Green rice with spinach & cilantro

*Works well with spicy Mexican or American dishes

Prep time: 30 minutes

Servings: 4-6


Ingredients

1 Tbsp. olive oil

1/4 cup chopped onion

1 cup Basmati or Jasmine rice

1 clove garlic, minced

1 1/2 cup chicken broth, divided

1 cup milk

2 cups fresh spinach

1/2 cup fresh cilantro leaves

1 lime

1/2 serrano chile (optional)

  1. Heat the olive oil in a dutch oven to medium-high heat. Add the onion and garlic and saute until soft.
  2. Rinse the rice in cold water, then add it to the pan; cook for about one minute.
  3. Stir 1 cup broth and the milk into the rice. Bring to a boil, then reduce heat to simmer, cover and cook for 15 to 20 minute until tender.
  4. Meanwhile, puree the spinach, cilantro, juice from the lime, pepper (if using) and 1/2 cup chicken broth in a blender.
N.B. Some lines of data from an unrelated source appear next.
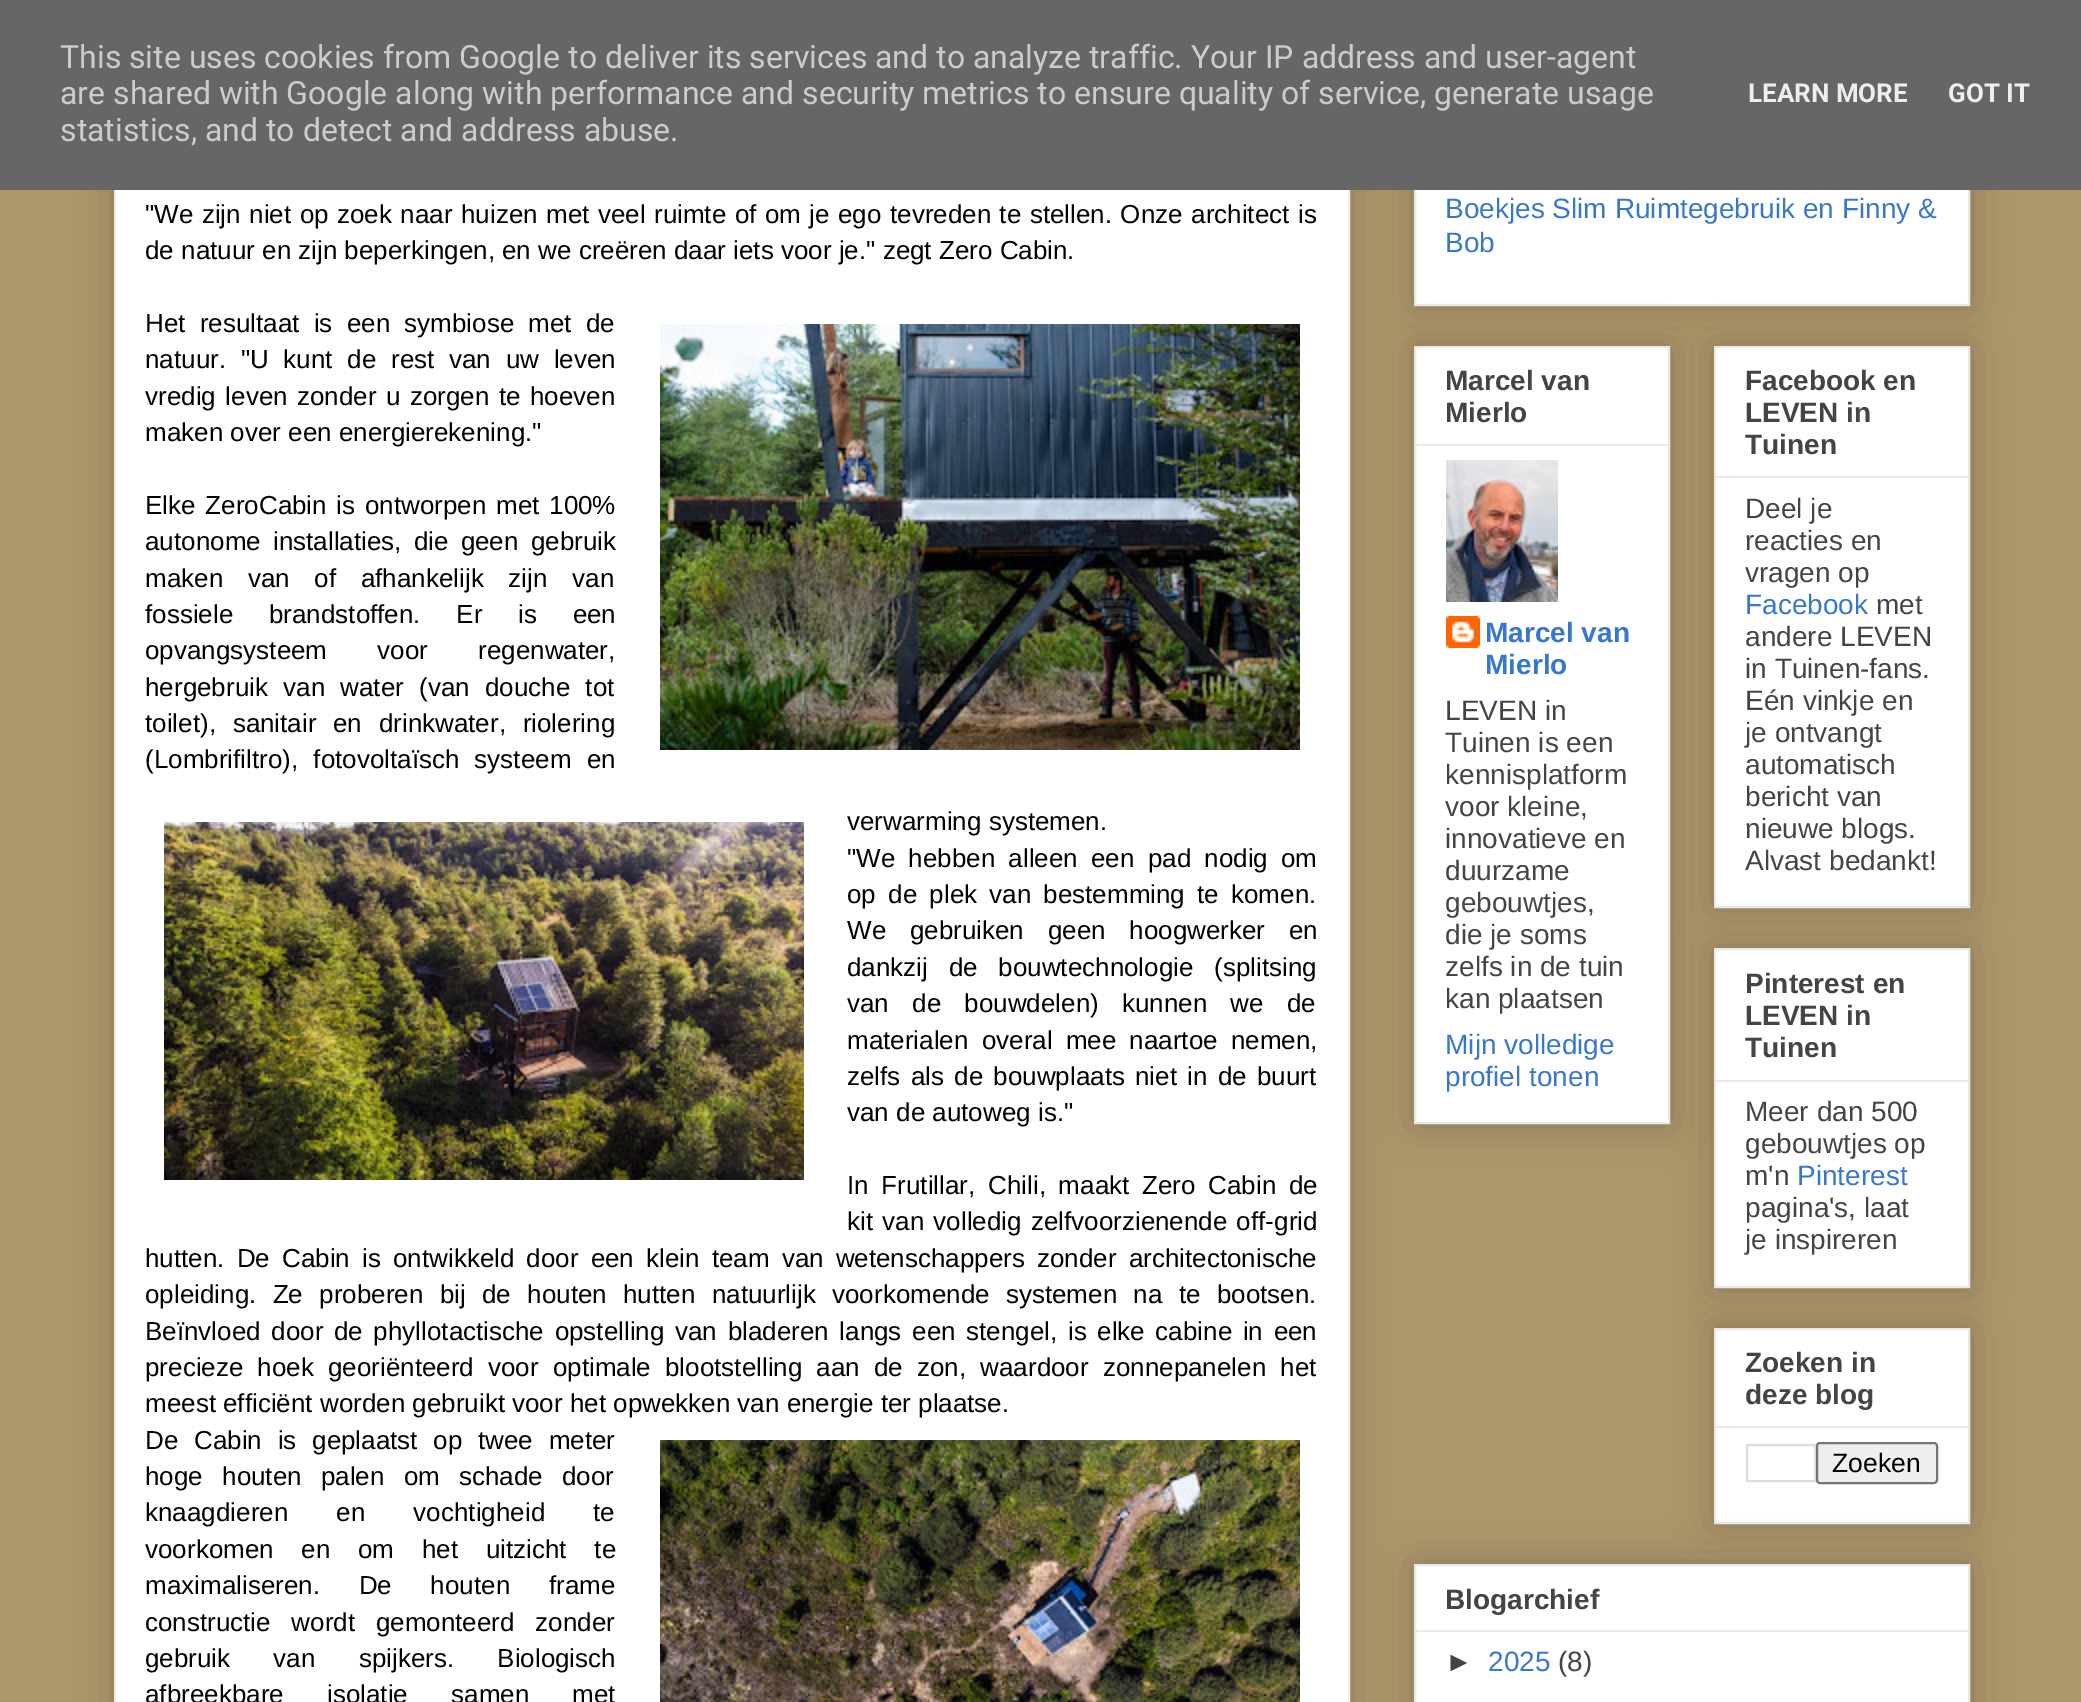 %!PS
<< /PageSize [2081 1702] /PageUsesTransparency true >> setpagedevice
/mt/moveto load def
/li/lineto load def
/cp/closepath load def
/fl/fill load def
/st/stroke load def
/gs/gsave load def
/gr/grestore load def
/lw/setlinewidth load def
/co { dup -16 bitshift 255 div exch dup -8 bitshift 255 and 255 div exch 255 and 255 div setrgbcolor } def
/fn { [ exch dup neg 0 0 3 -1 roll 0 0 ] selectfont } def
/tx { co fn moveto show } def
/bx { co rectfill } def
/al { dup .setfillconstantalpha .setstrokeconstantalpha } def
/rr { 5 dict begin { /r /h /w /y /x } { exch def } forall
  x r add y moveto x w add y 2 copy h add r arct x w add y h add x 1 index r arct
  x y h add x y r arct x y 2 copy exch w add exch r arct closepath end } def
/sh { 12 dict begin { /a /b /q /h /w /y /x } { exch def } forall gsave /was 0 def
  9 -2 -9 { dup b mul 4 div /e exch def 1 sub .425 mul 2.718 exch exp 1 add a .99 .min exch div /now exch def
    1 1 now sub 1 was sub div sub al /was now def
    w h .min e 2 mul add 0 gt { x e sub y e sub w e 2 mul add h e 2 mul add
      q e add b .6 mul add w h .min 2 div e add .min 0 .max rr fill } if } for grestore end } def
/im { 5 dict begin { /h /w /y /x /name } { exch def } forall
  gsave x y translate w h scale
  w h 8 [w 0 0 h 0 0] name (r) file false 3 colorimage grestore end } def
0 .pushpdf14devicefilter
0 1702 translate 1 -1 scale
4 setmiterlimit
0 0 2081 1702 16#AD966C bx
16#000000 co
114 14 1236 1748 0 20 .2 sh
116 190 1232 1512 16#FFFFFF bx
16#EEEEEE co
2 lw
115 15 1234 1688 rectstroke
16#000000 co
1414 14 556 292 0 20 .2 sh
1416 190 552 114 16#FFFFFF bx
16#E9E9E9 co
1415 15 554 290 rectstroke
0 0 2081 190 16#666666 bx
(media/1.raw) 660 324 640 426 im
(media/2.raw) 164 822 640 358 im
(media/3.raw) 660 1440 640 262 im
16#000000 co
1414 346 256 778 0 20 .2 sh
16#FFFFFF co
1415 347 mt 1669 347 li 1669 1123 li 1415 1123 li cp gs fl gr
16#E9E9E9 co
st
1416 444 252 2 16#E9E9E9 bx
(media/4.raw) 1446 460 112 142 im
(media/5.raw) 1446 616 34 32 im
16#000000 co
1714 346 256 562 0 20 .2 sh
16#FFFFFF co
1715 347 mt 1969 347 li 1969 907 li 1715 907 li cp gs fl gr
16#E9E9E9 co
st
1716 476 252 2 16#E9E9E9 bx
16#000000 co
1714 948 256 340 0 20 .2 sh
16#FFFFFF co
1715 949 mt 1969 949 li 1969 1287 li 1715 1287 li cp gs fl gr
16#E9E9E9 co
st
1716 1080 252 2 16#E9E9E9 bx
16#000000 co
1714 1328 256 196 0 20 .2 sh
16#FFFFFF co
1715 1329 mt 1969 1329 li 1969 1523 li 1715 1523 li cp gs fl gr
16#E9E9E9 co
st
1716 1426 252 2 16#E9E9E9 bx
16#DDDDDD co
1747 1445 68 36 rectstroke
16#EFEFEF co
1817 1443 120 40 3 rr gs fl gr
16#767676 co
st
16#000000 co
1414 1564 556 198 0 20 .2 sh
16#FFFFFF co
1415 1565 mt 1969 1565 li 1969 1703 li 1415 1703 li cp gs fl gr
16#E9E9E9 co
st
1416 1630 552 2 16#E9E9E9 bx
(This site uses cookies from Google to deliver its services and to analyze traffic. Your IP address and user-agent) 60 68 /Roboto-Regular 32 16#CCCCCC tx
(are shared with Google along with performance and security metrics to ensure quality of service, generate usage) 60 104 /Roboto-Regular 32 16#CCCCCC tx
(statistics, and to detect and address abuse.) 60 141 /Roboto-Regular 32 16#CCCCCC tx
(LEARN MORE) 1748 102 /Roboto-Bold 26 16#EEEEEE tx
(GOT IT) 1948 102 /Roboto-Bold 26 16#EEEEEE tx
/LiberationSans-Regular 26 fn
16#000000 co
145 223 mt 1.25 0 32 ("We zijn niet op zoek naar huizen met veel ruimte of om je ego tevreden te stellen. Onze architect is) widthshow
(de natuur en zijn beperkingen, en we creëren daar iets voor je." zegt Zero Cabin.) 145 259 /LiberationSans-Regular 26 16#000000 tx
145 332 mt 7 0 32 (Het resultaat is een symbiose met de) widthshow
145 368 mt 7.5 0 32 (natuur. "U kunt de rest van uw leven) widthshow
145 405 mt 2.25 0 32 (vredig leven zonder u zorgen te hoeven) widthshow
(maken over een energierekening.") 145 441 /LiberationSans-Regular 26 16#000000 tx
145 514 mt 2.5 0 32 (Elke ZeroCabin is ontworpen met 100%) widthshow
145 550 mt 5 0 32 (autonome installaties, die geen gebruik) widthshow
145 587 mt 17.5 0 32 (maken van of afhankelijk zijn van) widthshow
145 623 mt 28.5 0 32 (fossiele brandstoffen. Er is een) widthshow
145 659 mt 43 0 32 (opvangsysteem voor regenwater,) widthshow
145 696 mt 8 0 32 (hergebruik van water \(van douche tot) widthshow
145 732 mt 9.5 0 32 (toilet\), sanitair en drinkwater, riolering) widthshow
145 768 mt 8 0 32 (\(Lombrifiltro\), fotovoltaïsch systeem en) widthshow
(verwarming systemen.) 847 830 /LiberationSans-Regular 26 16#000000 tx
847 867 mt 6 0 32 ("We hebben alleen een pad nodig om) widthshow
847 903 mt 5 0 32 (op de plek van bestemming te komen.) widthshow
847 939 mt 16.5 0 32 (We gebruiken geen hoogwerker en) widthshow
847 976 mt 13.5 0 32 (dankzij de bouwtechnologie \(splitsing) widthshow
847 1012 mt 16 0 32 (van de bouwdelen\) kunnen we de) widthshow
847 1049 mt 6 0 32 (materialen overal mee naartoe nemen,) widthshow
847 1085 mt 3 0 32 (zelfs als de bouwplaats niet in de buurt) widthshow
(van de autoweg is.") 847 1121 /LiberationSans-Regular 26 16#000000 tx
847 1194 mt 5.5 0 32 (In Frutillar, Chili, maakt Zero Cabin de) widthshow
847 1230 mt 2 0 32 (kit van volledig zelfvoorzienende off-grid) widthshow
145 1267 mt 4.9 0 32 (hutten. De Cabin is ontwikkeld door een klein team van wetenschappers zonder architectonische) widthshow
145 1303 mt 9.1 0 32 (opleiding. Ze proberen bij de houten hutten natuurlijk voorkomende systemen na te bootsen.) widthshow
145 1340 mt 3.4 0 32 (Beïnvloed door de phyllotactische opstelling van bladeren langs een stengel, is elke cabine in een) widthshow
145 1376 mt 6.9 0 32 (precieze hoek georiënteerd voor optimale blootstelling aan de zon, waardoor zonnepanelen het) widthshow
(meest efficiënt worden gebruikt voor het opwekken van energie ter plaatse.) 145 1412 /LiberationSans-Regular 26 16#000000 tx
145 1449 mt 8.5 0 32 (De Cabin is geplaatst op twee meter) widthshow
145 1485 mt 12 0 32 (hoge houten palen om schade door) widthshow
145 1521 mt 41 0 32 (knaagdieren en vochtigheid te) widthshow
145 1558 mt 20.5 0 32 (voorkomen en om het uitzicht te) widthshow
145 1594 mt 31.5 0 32 (maximaliseren. De houten frame) widthshow
145 1631 mt 13.5 0 32 (constructie wordt gemonteerd zonder) widthshow
145 1667 mt 36 0 32 (gebruik van spijkers. Biologisch) widthshow
145 1703 mt 36 0 32 (afbreekbare isolatie samen met) widthshow
(Boekjes Slim Ruimtegebruik en Finny &) 1445 218 /LiberationSans-Regular 28 16#3778CD tx
(Bob) 1445 252 /LiberationSans-Regular 28 16#3778CD tx
(Marcel van) 1445 390 /LiberationSans-Bold 28 16#444444 tx
(Mierlo) 1445 422 /LiberationSans-Bold 28 16#444444 tx
(Marcel van) 1485 642 /LiberationSans-Bold 28 16#3778CD tx
(Mierlo) 1485 674 /LiberationSans-Bold 28 16#3778CD tx
(LEVEN in) 1445 720 /LiberationSans-Regular 28 16#444444 tx
(Tuinen is een) 1445 752 /LiberationSans-Regular 28 16#444444 tx
(kennisplatform) 1445 784 /LiberationSans-Regular 28 16#444444 tx
(voor kleine,) 1445 816 /LiberationSans-Regular 28 16#444444 tx
(innovatieve en) 1445 848 /LiberationSans-Regular 28 16#444444 tx
(duurzame) 1445 880 /LiberationSans-Regular 28 16#444444 tx
(gebouwtjes,) 1445 912 /LiberationSans-Regular 28 16#444444 tx
(die je soms) 1445 944 /LiberationSans-Regular 28 16#444444 tx
(zelfs in de tuin) 1445 976 /LiberationSans-Regular 28 16#444444 tx
(kan plaatsen) 1445 1008 /LiberationSans-Regular 28 16#444444 tx
(Mijn volledige) 1445 1054 /LiberationSans-Regular 28 16#3778CD tx
(profiel tonen) 1445 1086 /LiberationSans-Regular 28 16#3778CD tx
(Facebook en) 1745 390 /LiberationSans-Bold 28 16#444444 tx
(LEVEN in) 1745 422 /LiberationSans-Bold 28 16#444444 tx
(Tuinen) 1745 454 /LiberationSans-Bold 28 16#444444 tx
(Deel je) 1745 518 /LiberationSans-Regular 28 16#444444 tx
(reacties en) 1745 550 /LiberationSans-Regular 28 16#444444 tx
(vragen op) 1745 582 /LiberationSans-Regular 28 16#444444 tx
(Facebook) 1745 614 /LiberationSans-Regular 28 16#3778CD tx
(met) 1876 614 /LiberationSans-Regular 28 16#444444 tx
(andere LEVEN) 1745 646 /LiberationSans-Regular 28 16#444444 tx
(in Tuinen-fans.) 1745 678 /LiberationSans-Regular 28 16#444444 tx
(Eén vinkje en) 1745 710 /LiberationSans-Regular 28 16#444444 tx
(je ontvangt) 1745 742 /LiberationSans-Regular 28 16#444444 tx
(automatisch) 1745 774 /LiberationSans-Regular 28 16#444444 tx
(bericht van) 1745 806 /LiberationSans-Regular 28 16#444444 tx
(nieuwe blogs.) 1745 838 /LiberationSans-Regular 28 16#444444 tx
(Alvast bedankt!) 1745 870 /LiberationSans-Regular 28 16#444444 tx
(Pinterest en) 1745 993 /LiberationSans-Bold 28 16#444444 tx
(LEVEN in) 1745 1025 /LiberationSans-Bold 28 16#444444 tx
(Tuinen) 1745 1057 /LiberationSans-Bold 28 16#444444 tx
(Meer dan 500) 1745 1121 /LiberationSans-Regular 28 16#444444 tx
(gebouwtjes op) 1745 1153 /LiberationSans-Regular 28 16#444444 tx
(m'n) 1745 1185 /LiberationSans-Regular 28 16#444444 tx
(Pinterest) 1797 1185 /LiberationSans-Regular 28 16#3778CD tx
(pagina's, laat) 1745 1217 /LiberationSans-Regular 28 16#444444 tx
(je inspireren) 1745 1249 /LiberationSans-Regular 28 16#444444 tx
(Zoeken in) 1745 1372 /LiberationSans-Bold 28 16#444444 tx
(deze blog) 1745 1404 /LiberationSans-Bold 28 16#444444 tx
(Zoeken) 1832 1472 /LiberationSans-Regular 26.5 16#000000 tx
(Blogarchief) 1445 1609 /LiberationSans-Bold 28 16#444444 tx
(►) 1445 1671 /LiberationSans-Regular 28 16#444444 tx
(2025) 1488 1671 /LiberationSans-Regular 28 16#3778CD tx
(\(8\)) 1558 1671 /LiberationSans-Regular 28 16#444444 tx
.poppdf14devicefilter showpage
Stir the spinach mixture into the rice and heat through (about 3 minutes).
  5. Serve.

Green rice with spinach & basil

*Works well with Italian or French dishes

Substitute 1/2 cup fresh basil leaves for the cilantro, a lemon for the lime, and add a dash of cayenne pepper in place of the serrano.

Kids’ reactions:

My youngest shied away from trying the rice at first saying, “What’s the green stuff, mom?” But after watching her older sisters finish off their plates she downed hers too. I served the rice with a wedge of lime for squeezing. I’ll definitely make this again.